TASK TO COMPLETE: Give back the entries exactly as they read, leaving each image out.

━━ PROVIDED RECORDS ━━

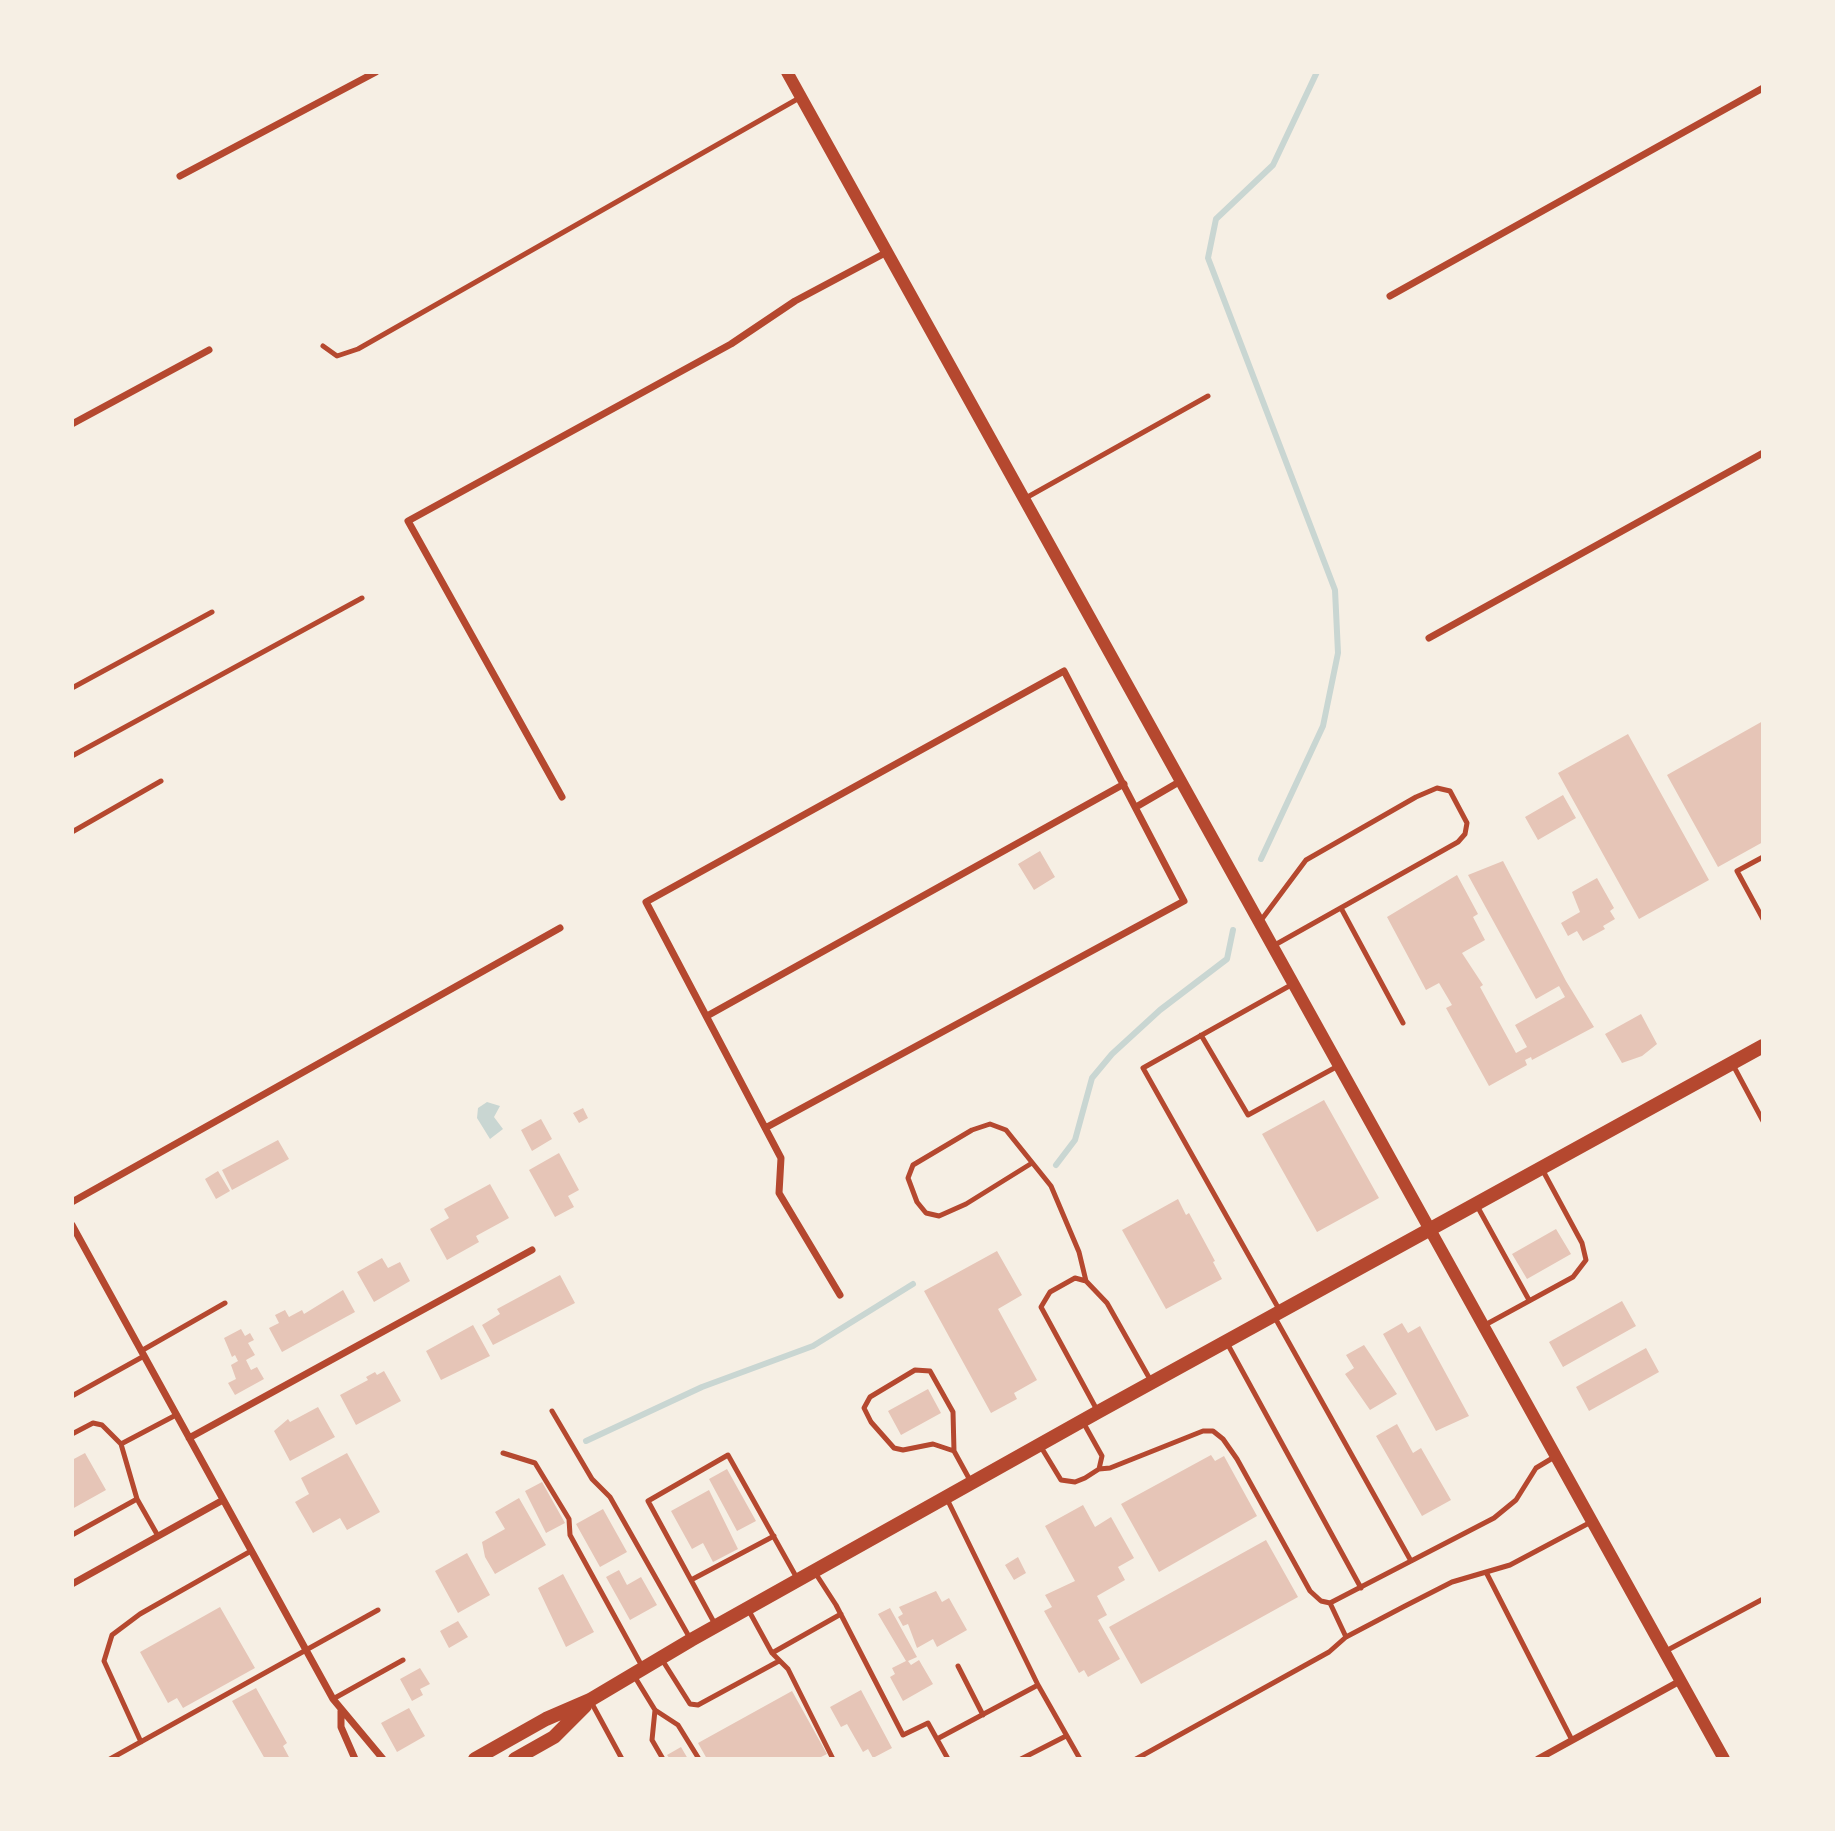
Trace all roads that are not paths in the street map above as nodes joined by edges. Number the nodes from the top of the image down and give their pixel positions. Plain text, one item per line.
1 (376, 72) edge
2 (787, 72) edge
3 (1763, 88) edge
4 (801, 97) junction
5 (180, 176) dead end
6 (887, 252) junction
7 (1390, 296) dead end
8 (323, 346) dead end
9 (209, 349) dead end
10 (1208, 396) dead end
11 (72, 424) edge
12 (1763, 453) edge
13 (1023, 499) junction
14 (362, 598) dead end
15 (212, 612) dead end
16 (1429, 638) dead end
17 (72, 688) edge
18 (72, 756) edge
19 (161, 781) dead end
20 (1179, 782) junction
21 (1124, 784) junction
22 (562, 797) dead end
23 (1136, 807) junction
24 (72, 832) edge
25 (1763, 857) edge
26 (1341, 908) junction
27 (1763, 919) edge
28 (1258, 925) junction
29 (560, 928) dead end
30 (1270, 948) junction
31 (1291, 985) junction
32 (706, 1016) junction
33 (1403, 1023) dead end
34 (1201, 1035) junction
35 (1763, 1046) edge
36 (1732, 1063) junction
37 (1338, 1066) junction
38 (1763, 1121) edge
39 (767, 1127) junction
40 (1032, 1163) junction
41 (1542, 1169) junction
42 (72, 1202) edge
43 (1476, 1204) junction
44 (72, 1225) edge
45 (1430, 1231) junction
46 (532, 1250) dead end
47 (1086, 1281) junction
48 (840, 1295) dead end
49 (1529, 1300) junction
50 (225, 1303) dead end
51 (1277, 1313) junction
52 (1485, 1325) junction
53 (1227, 1343) junction
54 (142, 1353) junction
55 (1153, 1385) junction
56 (72, 1396) edge
57 (552, 1411) dead end
58 (1098, 1412) junction
59 (176, 1415) junction
60 (1083, 1422) junction
61 (72, 1434) edge
62 (189, 1438) junction
63 (121, 1444) junction
64 (1041, 1447) junction
65 (954, 1451) junction
66 (503, 1454) dead end
67 (1556, 1456) junction
68 (1099, 1469) junction
69 (972, 1484) junction
70 (137, 1499) junction
71 (947, 1499) junction
72 (223, 1500) junction
73 (1591, 1522) junction
74 (72, 1535) edge
75 (158, 1536) junction
76 (774, 1536) junction
77 (251, 1551) junction
78 (1411, 1561) junction
79 (814, 1571) junction
80 (1486, 1572) junction
81 (691, 1580) junction
82 (799, 1580) junction
83 (72, 1584) edge
84 (1361, 1588) junction
85 (1763, 1599) edge
86 (1330, 1603) junction
87 (747, 1608) junction
88 (378, 1610) dead end
89 (841, 1614) junction
90 (716, 1626) junction
91 (1346, 1637) junction
92 (691, 1640) junction
93 (306, 1651) junction
94 (772, 1653) junction
95 (1664, 1653) junction
96 (660, 1658) junction
97 (403, 1660) dead end
98 (779, 1661) junction
99 (958, 1666) dead end
100 (638, 1671) junction
101 (1680, 1681) junction
102 (1038, 1685) junction
103 (333, 1699) junction
104 (590, 1700) junction
105 (655, 1710) junction
106 (341, 1712) junction
107 (983, 1715) junction
108 (1066, 1736) junction
109 (937, 1739) junction
110 (1572, 1740) junction
111 (141, 1742) junction
112 (110, 1759) edge
113 (355, 1759) edge
114 (383, 1759) edge
115 (475, 1759) edge
116 (515, 1759) edge
117 (622, 1759) edge
118 (663, 1759) edge
119 (699, 1759) edge
120 (833, 1759) edge
121 (948, 1759) edge
122 (1021, 1759) edge
123 (1080, 1759) edge
124 (1136, 1759) edge
125 (1538, 1759) edge
126 (1724, 1759) edge

1 - 5 street
2 - 4 street
3 - 7 street
4 - 6 street
4 - 8 lane
6 - 13 street
6 - 22 street
9 - 11 street
10 - 13 lane
12 - 16 street
13 - 20 street
14 - 18 lane
15 - 17 lane
19 - 24 lane
20 - 23 street
20 - 28 street
21 - 23 street
21 - 32 street
21 - 32 street
23 - 39 street
25 - 27 lane
26 - 28 lane
26 - 30 lane
26 - 33 lane
28 - 30 street
29 - 42 street
30 - 31 street
31 - 34 lane
31 - 37 street
32 - 39 street
34 - 37 lane
34 - 51 lane
35 - 36 main road
36 - 38 lane
36 - 41 main road
37 - 45 street
39 - 48 street
40 - 40 lane
40 - 47 lane
41 - 43 main road
41 - 49 lane
43 - 45 main road
43 - 49 lane
44 - 54 street
45 - 51 main road
45 - 52 street
46 - 62 street
47 - 55 lane
47 - 58 lane
49 - 52 lane
50 - 54 lane
51 - 53 main road
51 - 78 lane
52 - 67 street
53 - 55 main road
53 - 84 lane
54 - 56 lane
54 - 59 street
55 - 58 main road
57 - 92 lane
58 - 60 main road
59 - 62 street
59 - 63 lane
60 - 64 main road
60 - 68 lane
61 - 63 lane
62 - 72 street
63 - 70 lane
64 - 68 lane
64 - 69 main road
65 - 65 lane
65 - 69 lane
66 - 100 lane
67 - 73 street
67 - 78 lane
68 - 86 lane
69 - 71 main road
70 - 74 lane
70 - 75 lane
71 - 79 main road
71 - 102 lane
72 - 75 street
72 - 77 street
73 - 80 lane
73 - 95 street
75 - 83 street
76 - 81 lane
76 - 81 lane
76 - 82 lane
77 - 93 street
77 - 111 lane
78 - 84 lane
79 - 82 main road
79 - 89 lane
80 - 91 lane
80 - 110 lane
81 - 90 lane
82 - 87 main road
84 - 86 lane
85 - 95 lane
86 - 91 lane
87 - 90 main road
87 - 94 lane
88 - 93 lane
89 - 94 lane
89 - 109 lane
90 - 92 main road
91 - 124 lane
92 - 96 main road
93 - 103 street
93 - 111 lane
94 - 98 lane
95 - 101 street
96 - 98 lane
96 - 100 main road
97 - 103 lane
98 - 120 lane
99 - 107 lane
100 - 104 main road
100 - 105 lane
101 - 110 street
101 - 126 street
102 - 107 lane
102 - 108 lane
103 - 106 street
104 - 115 main road
104 - 116 main road
104 - 117 lane
105 - 118 lane
105 - 119 lane
106 - 113 street
106 - 114 street
107 - 109 lane
108 - 122 lane
108 - 123 lane
109 - 121 lane
110 - 125 street
111 - 112 lane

━━━

SOLUTION FOR THIS PROBLEM:
Trace all roads that are not paths in the street map above as nodes joined by edges. Number the nodes from the top of the image down and give their pixel positions. Plain text, one item per line.
1 (376, 72) edge
2 (787, 72) edge
3 (1763, 88) edge
4 (801, 97) junction
5 (180, 176) dead end
6 (887, 252) junction
7 (1390, 296) dead end
8 (323, 346) dead end
9 (209, 349) dead end
10 (1208, 396) dead end
11 (72, 424) edge
12 (1763, 453) edge
13 (1023, 499) junction
14 (362, 598) dead end
15 (212, 612) dead end
16 (1429, 638) dead end
17 (72, 688) edge
18 (72, 756) edge
19 (161, 781) dead end
20 (1179, 782) junction
21 (1124, 784) junction
22 (562, 797) dead end
23 (1136, 807) junction
24 (72, 832) edge
25 (1763, 857) edge
26 (1341, 908) junction
27 (1763, 919) edge
28 (1258, 925) junction
29 (560, 928) dead end
30 (1270, 948) junction
31 (1291, 985) junction
32 (706, 1016) junction
33 (1403, 1023) dead end
34 (1201, 1035) junction
35 (1763, 1046) edge
36 (1732, 1063) junction
37 (1338, 1066) junction
38 (1763, 1121) edge
39 (767, 1127) junction
40 (1032, 1163) junction
41 (1542, 1169) junction
42 (72, 1202) edge
43 (1476, 1204) junction
44 (72, 1225) edge
45 (1430, 1231) junction
46 (532, 1250) dead end
47 (1086, 1281) junction
48 (840, 1295) dead end
49 (1529, 1300) junction
50 (225, 1303) dead end
51 (1277, 1313) junction
52 (1485, 1325) junction
53 (1227, 1343) junction
54 (142, 1353) junction
55 (1153, 1385) junction
56 (72, 1396) edge
57 (552, 1411) dead end
58 (1098, 1412) junction
59 (176, 1415) junction
60 (1083, 1422) junction
61 (72, 1434) edge
62 (189, 1438) junction
63 (121, 1444) junction
64 (1041, 1447) junction
65 (954, 1451) junction
66 (503, 1454) dead end
67 (1556, 1456) junction
68 (1099, 1469) junction
69 (972, 1484) junction
70 (137, 1499) junction
71 (947, 1499) junction
72 (223, 1500) junction
73 (1591, 1522) junction
74 (72, 1535) edge
75 (158, 1536) junction
76 (774, 1536) junction
77 (251, 1551) junction
78 (1411, 1561) junction
79 (814, 1571) junction
80 (1486, 1572) junction
81 (691, 1580) junction
82 (799, 1580) junction
83 (72, 1584) edge
84 (1361, 1588) junction
85 (1763, 1599) edge
86 (1330, 1603) junction
87 (747, 1608) junction
88 (378, 1610) dead end
89 (841, 1614) junction
90 (716, 1626) junction
91 (1346, 1637) junction
92 (691, 1640) junction
93 (306, 1651) junction
94 (772, 1653) junction
95 (1664, 1653) junction
96 (660, 1658) junction
97 (403, 1660) dead end
98 (779, 1661) junction
99 (958, 1666) dead end
100 (638, 1671) junction
101 (1680, 1681) junction
102 (1038, 1685) junction
103 (333, 1699) junction
104 (590, 1700) junction
105 (655, 1710) junction
106 (341, 1712) junction
107 (983, 1715) junction
108 (1066, 1736) junction
109 (937, 1739) junction
110 (1572, 1740) junction
111 (141, 1742) junction
112 (110, 1759) edge
113 (355, 1759) edge
114 (383, 1759) edge
115 (475, 1759) edge
116 (515, 1759) edge
117 (622, 1759) edge
118 (663, 1759) edge
119 (699, 1759) edge
120 (833, 1759) edge
121 (948, 1759) edge
122 (1021, 1759) edge
123 (1080, 1759) edge
124 (1136, 1759) edge
125 (1538, 1759) edge
126 (1724, 1759) edge

1 - 5 street
2 - 4 street
3 - 7 street
4 - 6 street
4 - 8 lane
6 - 13 street
6 - 22 street
9 - 11 street
10 - 13 lane
12 - 16 street
13 - 20 street
14 - 18 lane
15 - 17 lane
19 - 24 lane
20 - 23 street
20 - 28 street
21 - 23 street
21 - 32 street
21 - 32 street
23 - 39 street
25 - 27 lane
26 - 28 lane
26 - 30 lane
26 - 33 lane
28 - 30 street
29 - 42 street
30 - 31 street
31 - 34 lane
31 - 37 street
32 - 39 street
34 - 37 lane
34 - 51 lane
35 - 36 main road
36 - 38 lane
36 - 41 main road
37 - 45 street
39 - 48 street
40 - 40 lane
40 - 47 lane
41 - 43 main road
41 - 49 lane
43 - 45 main road
43 - 49 lane
44 - 54 street
45 - 51 main road
45 - 52 street
46 - 62 street
47 - 55 lane
47 - 58 lane
49 - 52 lane
50 - 54 lane
51 - 53 main road
51 - 78 lane
52 - 67 street
53 - 55 main road
53 - 84 lane
54 - 56 lane
54 - 59 street
55 - 58 main road
57 - 92 lane
58 - 60 main road
59 - 62 street
59 - 63 lane
60 - 64 main road
60 - 68 lane
61 - 63 lane
62 - 72 street
63 - 70 lane
64 - 68 lane
64 - 69 main road
65 - 65 lane
65 - 69 lane
66 - 100 lane
67 - 73 street
67 - 78 lane
68 - 86 lane
69 - 71 main road
70 - 74 lane
70 - 75 lane
71 - 79 main road
71 - 102 lane
72 - 75 street
72 - 77 street
73 - 80 lane
73 - 95 street
75 - 83 street
76 - 81 lane
76 - 81 lane
76 - 82 lane
77 - 93 street
77 - 111 lane
78 - 84 lane
79 - 82 main road
79 - 89 lane
80 - 91 lane
80 - 110 lane
81 - 90 lane
82 - 87 main road
84 - 86 lane
85 - 95 lane
86 - 91 lane
87 - 90 main road
87 - 94 lane
88 - 93 lane
89 - 94 lane
89 - 109 lane
90 - 92 main road
91 - 124 lane
92 - 96 main road
93 - 103 street
93 - 111 lane
94 - 98 lane
95 - 101 street
96 - 98 lane
96 - 100 main road
97 - 103 lane
98 - 120 lane
99 - 107 lane
100 - 104 main road
100 - 105 lane
101 - 110 street
101 - 126 street
102 - 107 lane
102 - 108 lane
103 - 106 street
104 - 115 main road
104 - 116 main road
104 - 117 lane
105 - 118 lane
105 - 119 lane
106 - 113 street
106 - 114 street
107 - 109 lane
108 - 122 lane
108 - 123 lane
109 - 121 lane
110 - 125 street
111 - 112 lane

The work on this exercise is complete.